El domingo fui con algunos comensales de pizza a la plaza frente a Catedral. Hermoso lugar, lleno de árboles y de vida, de alegría y sufrimiento auto-inflingido por las viejas religiosas que no pueden encontrar en su vida más propósito que el de curarse de unas también auto-inflingidas heridas morales, de niños con juguetes y los abusones que se los venden. De padres despreocupados y aquéllos que se preocupan. El paseo en sí es irrelevante en esta narración -aunque en realidad fue un paseo bastante agradable-. Lo relevante para esta historia viene al final de la jornada. Tycho, John, Tere, Falaz y yo nos dirigíamos a dos autos diferentes, siguiendo, por alguna razón, una trayectoria en común que sólo llevaba al auto en el que el primero y los últimos dos veníamos. Tere platicaba con Tycho, John con Falaz y yo, como por costumbre, venía atrás, pensando en mis propios asuntos (como en esa fragancia tan agradable proveniente de los árboles de naranjo). En nuestro caminar, en particular en mi despreocupado e independiente caminar, me encontré con una tipa que estaba sentada lejos, a unos 10 metros, en una banquita junto con dos entes que no miré con atención, pero que parecían ser sus abuelos (sólo porque sus cabezas eran blancas y sus movimientos casi inexistentes). Estaban ahí, los tres sentados en un sepulcral silencio. Los dos aparentes abuelos disfrutando del paisaje, como cualquier anciano cuya amargura no le ha cegado hace y ella estaba ahí con una apariencia miserable, como no deseando estar ahí, viendo hacia todos lados.

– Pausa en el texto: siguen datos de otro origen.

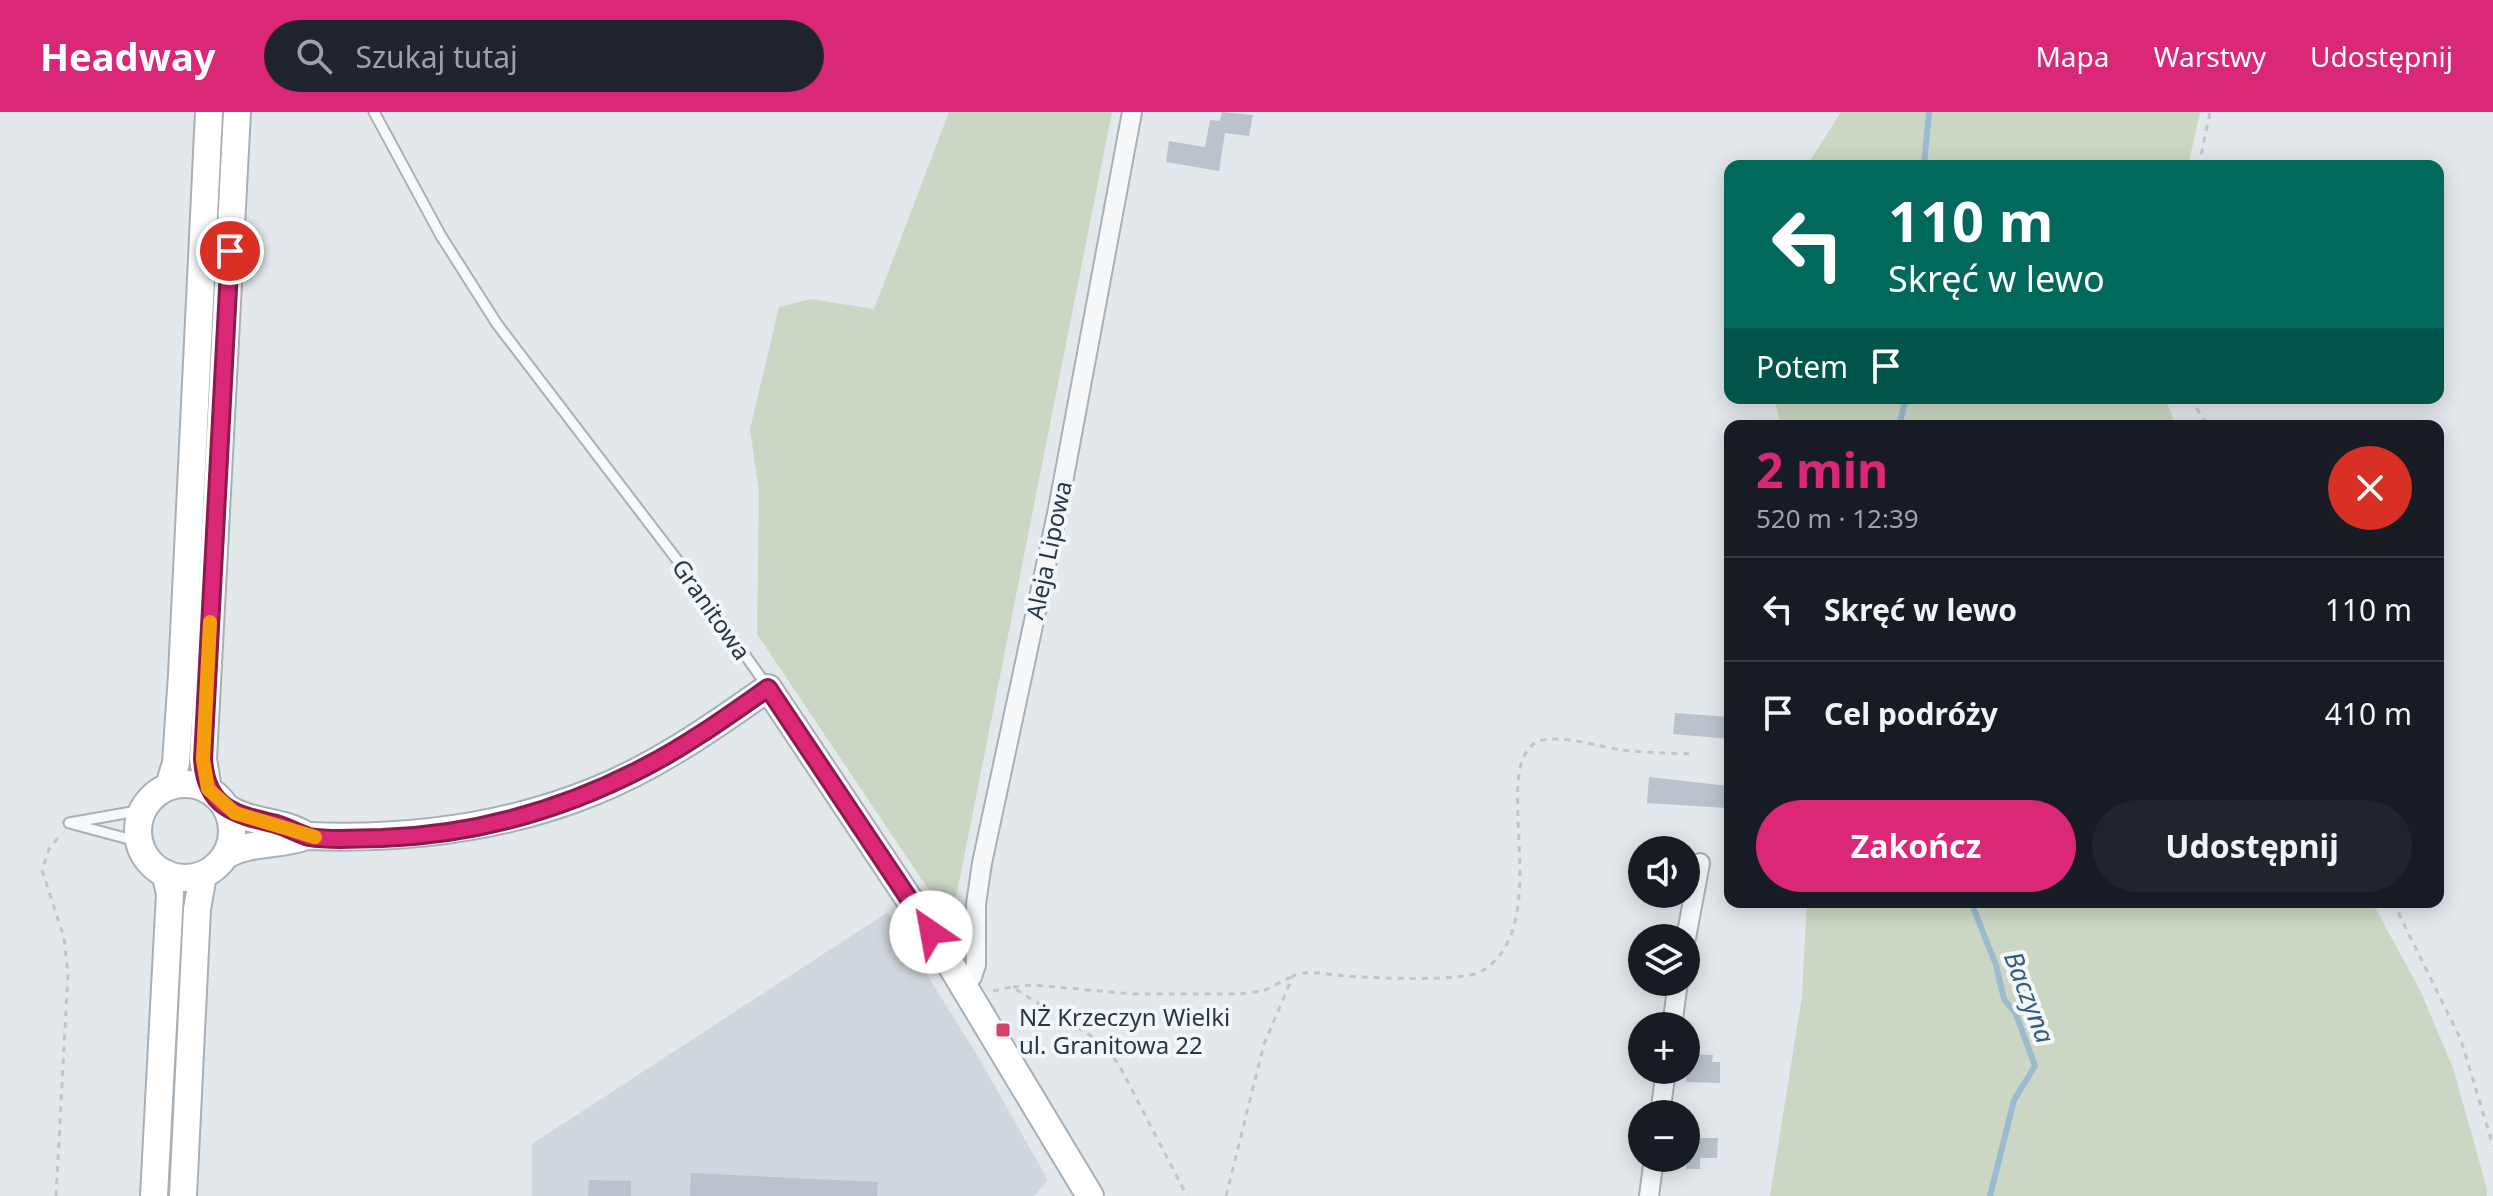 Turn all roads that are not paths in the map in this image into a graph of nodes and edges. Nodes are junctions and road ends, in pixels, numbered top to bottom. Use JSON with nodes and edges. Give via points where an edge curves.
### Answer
{"nodes":[{"id":1,"x":209,"y":112,"type":"edge"},
{"id":2,"x":237,"y":112,"type":"edge"},
{"id":3,"x":374,"y":112,"type":"edge"},
{"id":4,"x":1132,"y":112,"type":"edge"},
{"id":5,"x":768,"y":688,"type":"junction"},
{"id":6,"x":169,"y":786,"type":"junction"},
{"id":7,"x":208,"y":789,"type":"junction"},
{"id":8,"x":227,"y":808,"type":"junction"},
{"id":9,"x":143,"y":810,"type":"junction"},
{"id":10,"x":307,"y":836,"type":"junction"},
{"id":11,"x":140,"y":842,"type":"junction"},
{"id":12,"x":226,"y":855,"type":"junction"},
{"id":13,"x":165,"y":873,"type":"junction"},
{"id":14,"x":203,"y":875,"type":"junction"},
{"id":15,"x":968,"y":991,"type":"junction"},
{"id":16,"x":1652,"y":1172,"type":"edge"},
{"id":17,"x":154,"y":1196,"type":"edge"},
{"id":18,"x":183,"y":1196,"type":"edge"},
{"id":19,"x":1090,"y":1196,"type":"edge"},
{"id":20,"x":1649,"y":1196,"type":"edge"}],
"edges":[{"from":1,"to":6,"type":"main road","via":[[182,675],[176,763]]},
{"from":2,"to":7,"type":"main road","via":[[203,759]]},
{"from":3,"to":5,"type":"lane","name":"Granitowa","via":[[441,236],[493,317]]},
{"from":4,"to":15,"type":"street","name":"Aleja Lipowa","via":[[1058,509],[982,863],[976,965]]},
{"from":5,"to":10,"type":"main road","via":[[648,766],[563,803],[437,833]]},
{"from":5,"to":15,"type":"main road","name":"Granitowa"},
{"from":6,"to":7,"type":"main road","via":[[196,784]]},
{"from":6,"to":9,"type":"main road"},
{"from":7,"to":8,"type":"main road"},
{"from":8,"to":10,"type":"main road"},
{"from":8,"to":12,"type":"main road","via":[[232,823]]},
{"from":9,"to":11,"type":"main road"},
{"from":9,"to":11,"type":"lane","via":[[69,823]]},
{"from":10,"to":12,"type":"main road"},
{"from":11,"to":13,"type":"main road"},
{"from":12,"to":14,"type":"main road"},
{"from":13,"to":14,"type":"main road"},
{"from":13,"to":17,"type":"main road","via":[[170,893]]},
{"from":14,"to":18,"type":"main road"},
{"from":15,"to":19,"type":"main road","name":"Granitowa"},
{"from":16,"to":20,"type":"street"}]}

Más allá de su belleza, sorpendente belleza, que fue lo que inicialmente me hizo mirarla fijamente, lo que llamó mi atención es que volteó a verme y se quedó fija en mis ojos, como yo en los suyos, mientras yo pasaba a su lado, 10 metros más allá, caminando casi solo. Lo más sorpendente fue, en realidad, que no me quitó los ojos de encima; tengo esta extraña costumbre de quedarme viendo a la gente, al azar, mientras me pasan y la gente lo nota, me ven y luego desvían la mirada. Hasta cierto punto creo que me siento orgulloso por eso, aunque no sé por qué. Esta tipa, por el contrario, parecía disfrutar del encuentro tanto como yo. He de aceptar que me intimidó y desvié mi mirada (son contadas las ocasiones, a lo largo de mi vida, en las que me ha sucedido eso). Regresé mi mirada a ella, avergonzado y le esbocé una ligera sonrisa que quizá ni siquiera se notó fuera de mi propia mente. Regresé mi mirada al frente antes de que pudiera observar reacción alguna -y antes de que atropellara a alguien por no ver mi camino...-

Eso es todo. Ése es el episodio de mi vida que vale la pena narrar; no porque sea el más memorable ni el más agradable, sino porque es el más inusual. Espero volver a verla para al menos "ver qué pedo con ella". Quizá casualmente volveré el próximo domingo con un libro para leer por varias horas a ver si, de nuevo, casualmente, la puedo volver a ver.

Y si alguien se alarma porque de repente mi estilo de escritura cambió... es el efecto que tiene en mí leer este tipo de cosas (para el que no conozca o reconozca la cita, es del libro Rayuela, de Cortázar). En alguna ocasión me metí en un ligero problema por esto mismo, que de ligero no tuvo nada, pues me causó un malestar emocional como pocos he sentido en mi vida (aunque, en realidad, muy lejano al mayor malestar emocional que he sentido)... en fin, tengo sed, sueño y flojera.